● How to complete this task:
This exercise calls for retyping every line below exactly, with the images omitted.

= = = = =

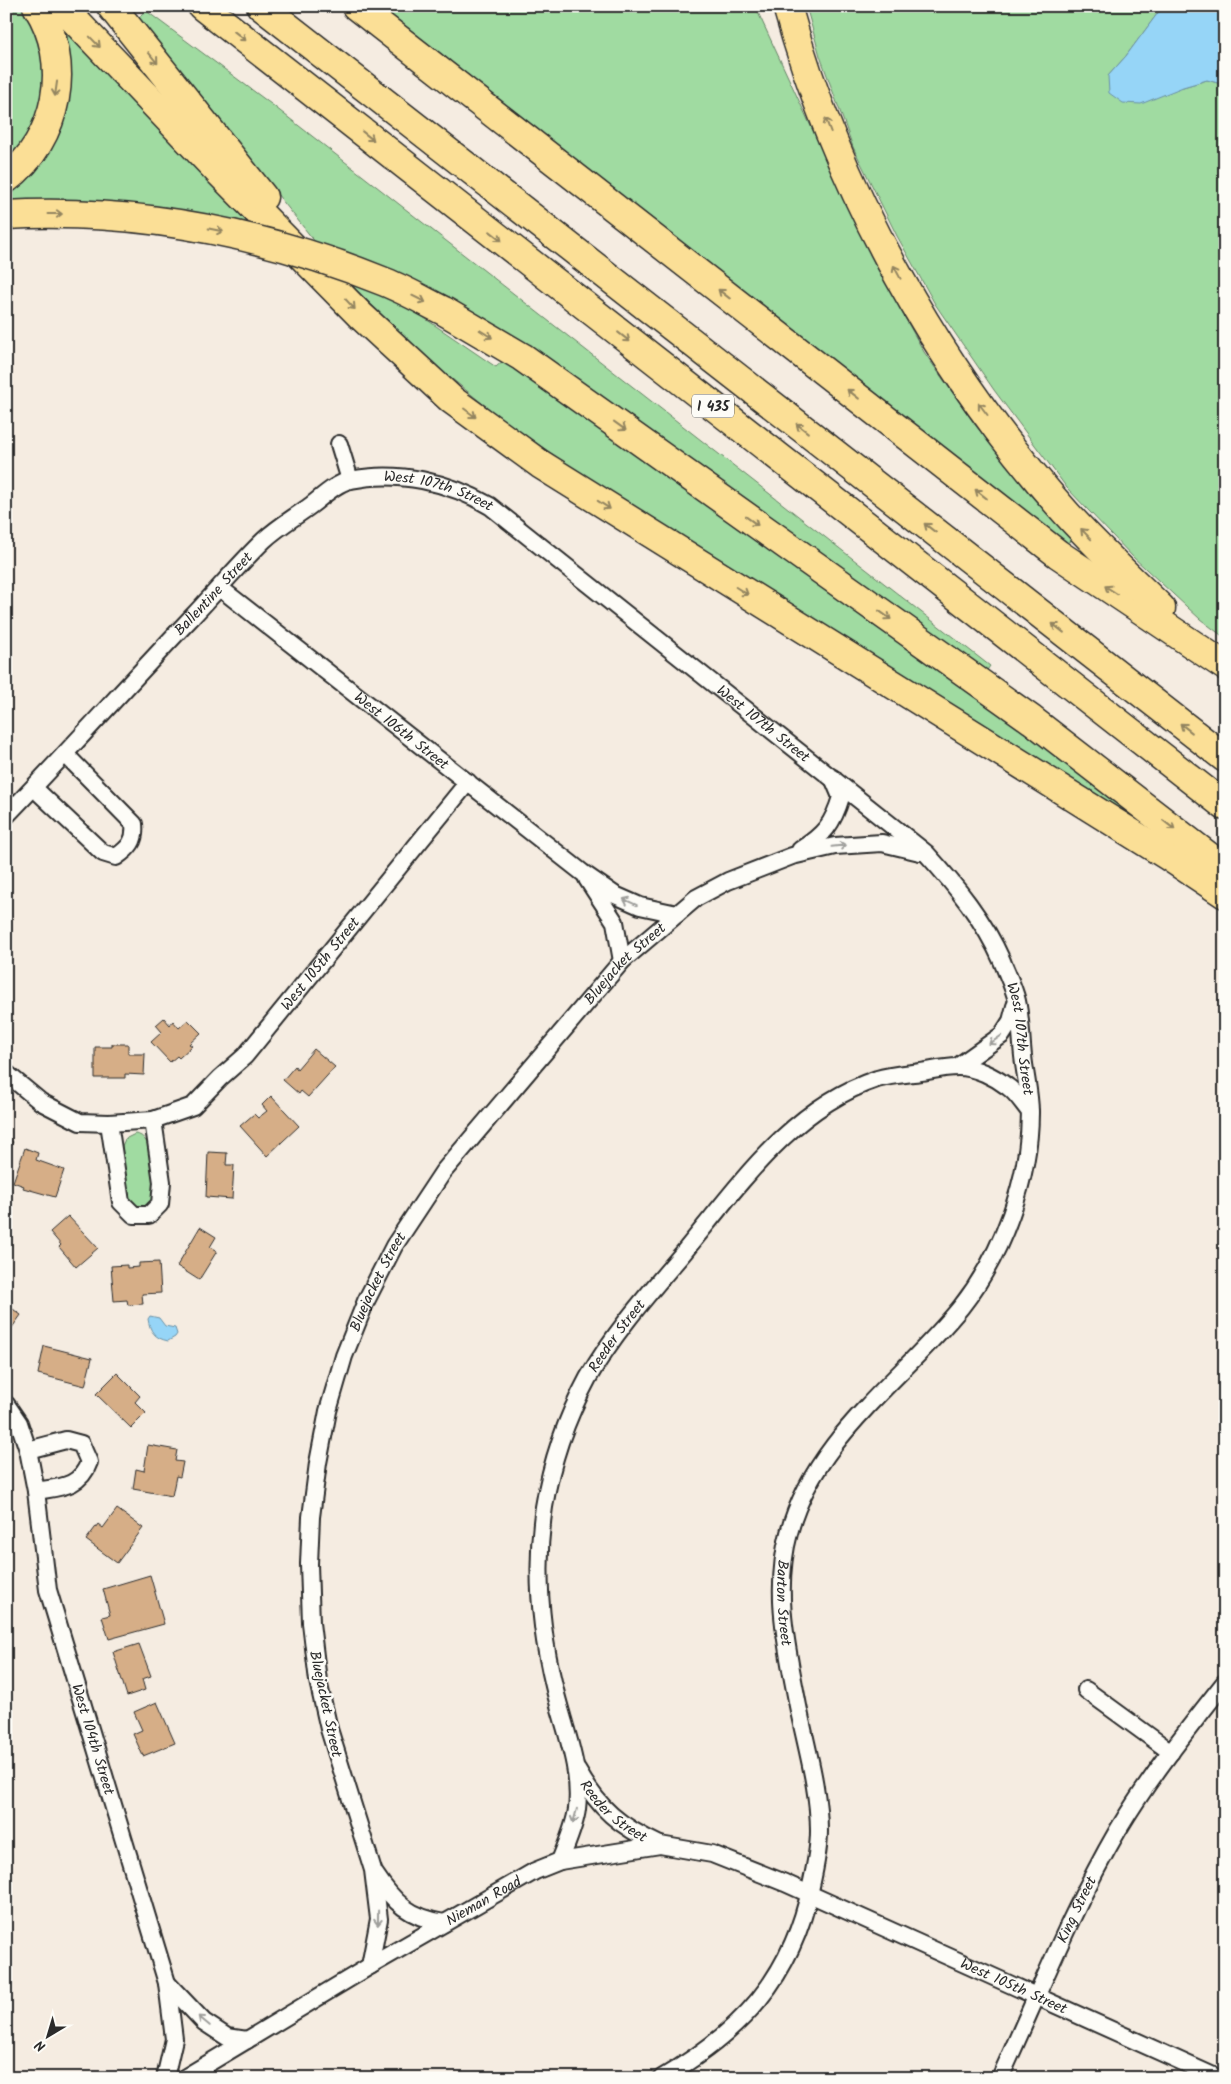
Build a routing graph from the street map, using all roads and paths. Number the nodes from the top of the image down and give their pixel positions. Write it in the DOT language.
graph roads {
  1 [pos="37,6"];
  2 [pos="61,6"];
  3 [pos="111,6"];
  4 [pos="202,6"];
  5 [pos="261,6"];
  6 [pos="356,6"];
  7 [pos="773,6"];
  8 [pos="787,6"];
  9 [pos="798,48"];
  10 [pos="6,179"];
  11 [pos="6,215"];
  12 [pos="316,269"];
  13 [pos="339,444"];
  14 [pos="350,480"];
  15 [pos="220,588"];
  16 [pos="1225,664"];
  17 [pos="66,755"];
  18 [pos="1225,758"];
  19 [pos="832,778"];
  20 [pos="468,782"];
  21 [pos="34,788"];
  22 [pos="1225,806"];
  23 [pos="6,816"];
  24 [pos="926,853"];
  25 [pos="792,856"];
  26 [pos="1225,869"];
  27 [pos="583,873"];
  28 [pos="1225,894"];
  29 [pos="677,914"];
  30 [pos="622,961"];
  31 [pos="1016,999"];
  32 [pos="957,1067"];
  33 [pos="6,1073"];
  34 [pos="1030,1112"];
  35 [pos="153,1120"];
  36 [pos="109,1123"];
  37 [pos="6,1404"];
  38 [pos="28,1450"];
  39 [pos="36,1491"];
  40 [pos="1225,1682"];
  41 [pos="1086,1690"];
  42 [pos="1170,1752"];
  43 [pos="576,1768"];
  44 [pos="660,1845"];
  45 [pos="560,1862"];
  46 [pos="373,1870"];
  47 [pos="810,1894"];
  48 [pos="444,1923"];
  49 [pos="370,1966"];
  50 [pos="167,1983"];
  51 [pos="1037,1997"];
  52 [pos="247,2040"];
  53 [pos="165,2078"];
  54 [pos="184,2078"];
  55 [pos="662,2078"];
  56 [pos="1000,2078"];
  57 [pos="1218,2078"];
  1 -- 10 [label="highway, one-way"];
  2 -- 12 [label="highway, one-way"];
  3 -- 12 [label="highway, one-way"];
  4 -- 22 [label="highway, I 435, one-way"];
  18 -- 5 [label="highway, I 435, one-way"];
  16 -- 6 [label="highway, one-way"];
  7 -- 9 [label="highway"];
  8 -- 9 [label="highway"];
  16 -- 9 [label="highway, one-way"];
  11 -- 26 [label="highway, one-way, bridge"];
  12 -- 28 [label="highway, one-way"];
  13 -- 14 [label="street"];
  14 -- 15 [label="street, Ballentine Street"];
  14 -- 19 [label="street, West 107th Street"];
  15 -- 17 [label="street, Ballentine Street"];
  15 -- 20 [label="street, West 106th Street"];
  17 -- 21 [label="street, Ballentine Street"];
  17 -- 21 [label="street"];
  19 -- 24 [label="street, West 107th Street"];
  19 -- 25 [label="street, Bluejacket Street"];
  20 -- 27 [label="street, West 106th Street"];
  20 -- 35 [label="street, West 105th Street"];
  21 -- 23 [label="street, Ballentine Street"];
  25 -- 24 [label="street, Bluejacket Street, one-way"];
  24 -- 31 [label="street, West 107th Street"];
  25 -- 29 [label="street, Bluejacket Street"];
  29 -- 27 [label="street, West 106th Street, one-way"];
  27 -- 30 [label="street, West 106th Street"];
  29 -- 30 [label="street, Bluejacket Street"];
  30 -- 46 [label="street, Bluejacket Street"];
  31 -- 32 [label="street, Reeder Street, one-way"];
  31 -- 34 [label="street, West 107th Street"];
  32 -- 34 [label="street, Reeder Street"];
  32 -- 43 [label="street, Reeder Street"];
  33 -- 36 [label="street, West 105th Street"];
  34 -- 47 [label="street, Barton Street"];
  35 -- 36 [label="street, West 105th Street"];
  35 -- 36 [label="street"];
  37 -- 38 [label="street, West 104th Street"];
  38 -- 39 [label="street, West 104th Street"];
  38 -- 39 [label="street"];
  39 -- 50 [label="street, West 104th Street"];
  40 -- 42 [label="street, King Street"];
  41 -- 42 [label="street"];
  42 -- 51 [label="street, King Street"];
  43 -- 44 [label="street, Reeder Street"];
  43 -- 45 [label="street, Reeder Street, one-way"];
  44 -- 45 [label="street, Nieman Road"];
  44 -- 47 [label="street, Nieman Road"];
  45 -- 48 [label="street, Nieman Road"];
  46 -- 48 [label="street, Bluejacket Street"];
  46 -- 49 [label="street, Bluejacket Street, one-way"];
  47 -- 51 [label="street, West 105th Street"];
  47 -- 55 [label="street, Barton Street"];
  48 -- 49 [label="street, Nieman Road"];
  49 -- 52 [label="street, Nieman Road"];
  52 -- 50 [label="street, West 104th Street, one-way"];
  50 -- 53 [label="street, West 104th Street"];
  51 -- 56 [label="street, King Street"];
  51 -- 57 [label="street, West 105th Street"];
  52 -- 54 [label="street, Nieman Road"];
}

= = = = =

● Result for this exercise:
Build a routing graph from the street map, using all roads and paths. Number the nodes from the top of the image down and give their pixel positions. Write it in the DOT language.
graph roads {
  1 [pos="37,6"];
  2 [pos="61,6"];
  3 [pos="111,6"];
  4 [pos="202,6"];
  5 [pos="261,6"];
  6 [pos="356,6"];
  7 [pos="773,6"];
  8 [pos="787,6"];
  9 [pos="798,48"];
  10 [pos="6,179"];
  11 [pos="6,215"];
  12 [pos="316,269"];
  13 [pos="339,444"];
  14 [pos="350,480"];
  15 [pos="220,588"];
  16 [pos="1225,664"];
  17 [pos="66,755"];
  18 [pos="1225,758"];
  19 [pos="832,778"];
  20 [pos="468,782"];
  21 [pos="34,788"];
  22 [pos="1225,806"];
  23 [pos="6,816"];
  24 [pos="926,853"];
  25 [pos="792,856"];
  26 [pos="1225,869"];
  27 [pos="583,873"];
  28 [pos="1225,894"];
  29 [pos="677,914"];
  30 [pos="622,961"];
  31 [pos="1016,999"];
  32 [pos="957,1067"];
  33 [pos="6,1073"];
  34 [pos="1030,1112"];
  35 [pos="153,1120"];
  36 [pos="109,1123"];
  37 [pos="6,1404"];
  38 [pos="28,1450"];
  39 [pos="36,1491"];
  40 [pos="1225,1682"];
  41 [pos="1086,1690"];
  42 [pos="1170,1752"];
  43 [pos="576,1768"];
  44 [pos="660,1845"];
  45 [pos="560,1862"];
  46 [pos="373,1870"];
  47 [pos="810,1894"];
  48 [pos="444,1923"];
  49 [pos="370,1966"];
  50 [pos="167,1983"];
  51 [pos="1037,1997"];
  52 [pos="247,2040"];
  53 [pos="165,2078"];
  54 [pos="184,2078"];
  55 [pos="662,2078"];
  56 [pos="1000,2078"];
  57 [pos="1218,2078"];
  1 -- 10 [label="highway, one-way"];
  2 -- 12 [label="highway, one-way"];
  3 -- 12 [label="highway, one-way"];
  4 -- 22 [label="highway, I 435, one-way"];
  18 -- 5 [label="highway, I 435, one-way"];
  16 -- 6 [label="highway, one-way"];
  7 -- 9 [label="highway"];
  8 -- 9 [label="highway"];
  16 -- 9 [label="highway, one-way"];
  11 -- 26 [label="highway, one-way, bridge"];
  12 -- 28 [label="highway, one-way"];
  13 -- 14 [label="street"];
  14 -- 15 [label="street, Ballentine Street"];
  14 -- 19 [label="street, West 107th Street"];
  15 -- 17 [label="street, Ballentine Street"];
  15 -- 20 [label="street, West 106th Street"];
  17 -- 21 [label="street, Ballentine Street"];
  17 -- 21 [label="street"];
  19 -- 24 [label="street, West 107th Street"];
  19 -- 25 [label="street, Bluejacket Street"];
  20 -- 27 [label="street, West 106th Street"];
  20 -- 35 [label="street, West 105th Street"];
  21 -- 23 [label="street, Ballentine Street"];
  25 -- 24 [label="street, Bluejacket Street, one-way"];
  24 -- 31 [label="street, West 107th Street"];
  25 -- 29 [label="street, Bluejacket Street"];
  29 -- 27 [label="street, West 106th Street, one-way"];
  27 -- 30 [label="street, West 106th Street"];
  29 -- 30 [label="street, Bluejacket Street"];
  30 -- 46 [label="street, Bluejacket Street"];
  31 -- 32 [label="street, Reeder Street, one-way"];
  31 -- 34 [label="street, West 107th Street"];
  32 -- 34 [label="street, Reeder Street"];
  32 -- 43 [label="street, Reeder Street"];
  33 -- 36 [label="street, West 105th Street"];
  34 -- 47 [label="street, Barton Street"];
  35 -- 36 [label="street, West 105th Street"];
  35 -- 36 [label="street"];
  37 -- 38 [label="street, West 104th Street"];
  38 -- 39 [label="street, West 104th Street"];
  38 -- 39 [label="street"];
  39 -- 50 [label="street, West 104th Street"];
  40 -- 42 [label="street, King Street"];
  41 -- 42 [label="street"];
  42 -- 51 [label="street, King Street"];
  43 -- 44 [label="street, Reeder Street"];
  43 -- 45 [label="street, Reeder Street, one-way"];
  44 -- 45 [label="street, Nieman Road"];
  44 -- 47 [label="street, Nieman Road"];
  45 -- 48 [label="street, Nieman Road"];
  46 -- 48 [label="street, Bluejacket Street"];
  46 -- 49 [label="street, Bluejacket Street, one-way"];
  47 -- 51 [label="street, West 105th Street"];
  47 -- 55 [label="street, Barton Street"];
  48 -- 49 [label="street, Nieman Road"];
  49 -- 52 [label="street, Nieman Road"];
  52 -- 50 [label="street, West 104th Street, one-way"];
  50 -- 53 [label="street, West 104th Street"];
  51 -- 56 [label="street, King Street"];
  51 -- 57 [label="street, West 105th Street"];
  52 -- 54 [label="street, Nieman Road"];
}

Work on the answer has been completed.